Merci aussi pour cette publication très intéressante et aussi très émouvante !
"Vive la liberté d'expression" !!!!!! Et "Vive la liberté !"

Je t'embrasse très FORT !

Bonne continuation Vagabonde ! :o)

Vicki Lane said...

Thank you for such timely posts. The French love of satire and demand for tolerance is truly admirable.

French Girl in Seattle said...

Congratulations, Vagabonde ! I just read your last two stories - slowly, enjoying every word, and illustration. As always, well researched, well thought-out, and thoroughly fascinating. I have shared both stories on the French Girl in Seattle's Facebook page. My readers already know you, from your excellent series on the Liberation of Paris last summer. Looking forward to learning more with you. Your friend, and fellow French native, Veronique (French Girl in Seattle)

Miss_Yves said...

dritanje said...

Thank you Vagabonde for this post and the following one. By quoting Voltaire and giving the history of the French state I'm sure you will make it clearer to many how deeply important the concept of freedom of speech and expression is, to France, and why. This lucid and compassionate explanation is exactly what is needed, as I think another commentator said. Again, thank you.

Mae Travels said...

Congratulations on the excellent historic background you have given to the events in France. Understanding the French commitment to tolerance and to satire is definitely important in grasping the reaction to these events and understanding how so many people within and outside of France aren't in step with French views on secularism.

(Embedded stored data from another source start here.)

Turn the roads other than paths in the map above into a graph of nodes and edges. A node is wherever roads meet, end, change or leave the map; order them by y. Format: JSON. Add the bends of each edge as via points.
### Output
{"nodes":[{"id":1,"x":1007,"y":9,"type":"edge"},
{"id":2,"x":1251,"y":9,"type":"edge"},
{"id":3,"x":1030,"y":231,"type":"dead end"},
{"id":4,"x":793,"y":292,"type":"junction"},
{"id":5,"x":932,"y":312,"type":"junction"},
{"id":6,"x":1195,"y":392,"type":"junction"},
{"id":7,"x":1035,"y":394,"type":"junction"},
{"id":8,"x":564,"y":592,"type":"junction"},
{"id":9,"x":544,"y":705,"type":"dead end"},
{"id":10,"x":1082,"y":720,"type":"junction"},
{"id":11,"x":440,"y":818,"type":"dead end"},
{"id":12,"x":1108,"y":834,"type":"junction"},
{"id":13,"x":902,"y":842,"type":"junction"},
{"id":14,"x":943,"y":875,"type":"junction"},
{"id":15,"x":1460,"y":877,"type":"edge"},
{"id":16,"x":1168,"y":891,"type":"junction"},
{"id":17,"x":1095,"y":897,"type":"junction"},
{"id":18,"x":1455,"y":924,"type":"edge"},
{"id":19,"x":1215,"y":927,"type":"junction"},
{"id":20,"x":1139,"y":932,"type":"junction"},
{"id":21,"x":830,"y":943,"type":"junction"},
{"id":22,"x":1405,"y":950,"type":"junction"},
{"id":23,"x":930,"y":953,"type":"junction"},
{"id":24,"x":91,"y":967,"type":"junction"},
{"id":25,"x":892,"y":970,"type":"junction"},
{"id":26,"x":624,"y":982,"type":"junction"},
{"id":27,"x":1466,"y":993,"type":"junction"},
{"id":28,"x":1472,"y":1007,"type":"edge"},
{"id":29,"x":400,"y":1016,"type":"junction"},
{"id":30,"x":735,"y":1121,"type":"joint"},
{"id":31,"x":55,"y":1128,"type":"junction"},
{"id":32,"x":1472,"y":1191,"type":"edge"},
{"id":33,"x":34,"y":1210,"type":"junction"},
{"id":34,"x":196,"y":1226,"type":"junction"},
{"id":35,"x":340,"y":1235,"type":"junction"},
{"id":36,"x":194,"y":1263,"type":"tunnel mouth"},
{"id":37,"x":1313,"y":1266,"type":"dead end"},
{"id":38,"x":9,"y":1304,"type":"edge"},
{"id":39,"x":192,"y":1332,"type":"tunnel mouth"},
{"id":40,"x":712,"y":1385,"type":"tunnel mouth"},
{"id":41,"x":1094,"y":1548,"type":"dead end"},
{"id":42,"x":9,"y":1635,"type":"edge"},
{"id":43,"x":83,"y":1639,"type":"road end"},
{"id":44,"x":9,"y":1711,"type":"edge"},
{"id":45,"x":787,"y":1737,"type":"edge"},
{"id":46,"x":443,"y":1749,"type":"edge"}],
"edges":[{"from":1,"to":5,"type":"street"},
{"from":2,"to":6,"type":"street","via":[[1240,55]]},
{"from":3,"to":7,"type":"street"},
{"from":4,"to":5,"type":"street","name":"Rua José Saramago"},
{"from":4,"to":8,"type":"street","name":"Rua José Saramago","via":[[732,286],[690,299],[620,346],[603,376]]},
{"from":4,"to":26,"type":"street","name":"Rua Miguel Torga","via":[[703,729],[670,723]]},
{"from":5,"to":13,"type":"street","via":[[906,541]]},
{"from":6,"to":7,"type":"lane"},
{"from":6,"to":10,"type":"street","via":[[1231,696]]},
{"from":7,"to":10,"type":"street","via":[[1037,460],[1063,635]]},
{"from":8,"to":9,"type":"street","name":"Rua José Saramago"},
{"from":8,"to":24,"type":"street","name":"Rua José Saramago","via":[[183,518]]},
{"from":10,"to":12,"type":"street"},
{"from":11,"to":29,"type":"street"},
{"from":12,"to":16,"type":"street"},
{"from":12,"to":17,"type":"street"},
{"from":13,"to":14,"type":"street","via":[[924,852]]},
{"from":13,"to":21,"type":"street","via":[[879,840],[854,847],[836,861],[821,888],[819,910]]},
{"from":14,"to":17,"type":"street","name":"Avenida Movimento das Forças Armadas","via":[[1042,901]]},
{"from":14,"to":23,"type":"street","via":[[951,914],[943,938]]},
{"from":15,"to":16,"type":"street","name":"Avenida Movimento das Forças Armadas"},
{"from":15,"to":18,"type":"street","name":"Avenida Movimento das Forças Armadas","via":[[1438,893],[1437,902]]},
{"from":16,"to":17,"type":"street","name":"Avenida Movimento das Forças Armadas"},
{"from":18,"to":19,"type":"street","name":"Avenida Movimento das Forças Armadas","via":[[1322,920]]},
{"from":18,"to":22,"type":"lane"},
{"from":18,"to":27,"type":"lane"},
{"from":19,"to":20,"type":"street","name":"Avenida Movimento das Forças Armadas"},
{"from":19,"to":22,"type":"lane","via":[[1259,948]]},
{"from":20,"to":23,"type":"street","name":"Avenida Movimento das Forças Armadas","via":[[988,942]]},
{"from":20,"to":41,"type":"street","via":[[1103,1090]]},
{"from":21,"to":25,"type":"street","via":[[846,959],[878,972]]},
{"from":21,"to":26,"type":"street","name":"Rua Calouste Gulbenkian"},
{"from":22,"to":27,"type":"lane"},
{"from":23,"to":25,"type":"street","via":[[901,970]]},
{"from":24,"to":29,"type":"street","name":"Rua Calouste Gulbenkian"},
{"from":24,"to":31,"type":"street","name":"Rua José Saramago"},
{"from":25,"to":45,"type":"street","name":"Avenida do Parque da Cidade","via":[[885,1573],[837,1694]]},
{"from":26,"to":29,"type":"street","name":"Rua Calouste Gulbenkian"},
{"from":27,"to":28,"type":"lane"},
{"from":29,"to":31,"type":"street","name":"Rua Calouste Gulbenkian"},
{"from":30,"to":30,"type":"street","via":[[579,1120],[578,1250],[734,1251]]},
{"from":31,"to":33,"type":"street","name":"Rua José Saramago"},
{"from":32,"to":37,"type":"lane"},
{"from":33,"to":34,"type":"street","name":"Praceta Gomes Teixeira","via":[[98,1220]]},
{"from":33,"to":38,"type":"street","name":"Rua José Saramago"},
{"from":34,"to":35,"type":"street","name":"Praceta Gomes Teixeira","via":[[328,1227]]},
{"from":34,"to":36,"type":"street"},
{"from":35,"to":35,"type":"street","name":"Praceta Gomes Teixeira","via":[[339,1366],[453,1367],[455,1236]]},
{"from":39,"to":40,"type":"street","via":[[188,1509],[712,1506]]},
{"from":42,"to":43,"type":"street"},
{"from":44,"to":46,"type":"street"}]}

However, what strikes me as most shocking is that many of the Muslims defend the murder of either cartoonists, Jews, or both, and some non-Muslims even express sympathy! Fundamentally this still has to be a story about murder, I think, not just a story about attitudes towards cartoons or Jews.

Jenny Woolf said...

I wish that the English tradition of popular philosophy had continued in the way it has in France. It all seemed to die out here in the 18th century, perhaps because we stuck with the monarchy....

Reader Wil said...

J' aime les dessins humoristiques, mais je pense qu' on n' a pas la liberté d' insulter. Mais c' était terrible ce que s' était passé. Moi je dis:" Je suis Charlie!"
Merci de votre post!
Wil, ABCW Team

Sam Hoffer / My Carolina Kitchen said...

There should be more Voltares in the world and we all could definitely use more tolerance, which seems to be totally lacking throughout mankind.

Both of your last two stories were excellent and I too enjoyed every word.

marciamayo said...

Wow, I'm sharing this with my husband and step daughter who will be quite interested as they love all things French. Thank you.

Gattina said...

Very interesting post ! Yes Paris has changed a lot and not always to the best. I don't live very far and with the Thalys. I am quickly there.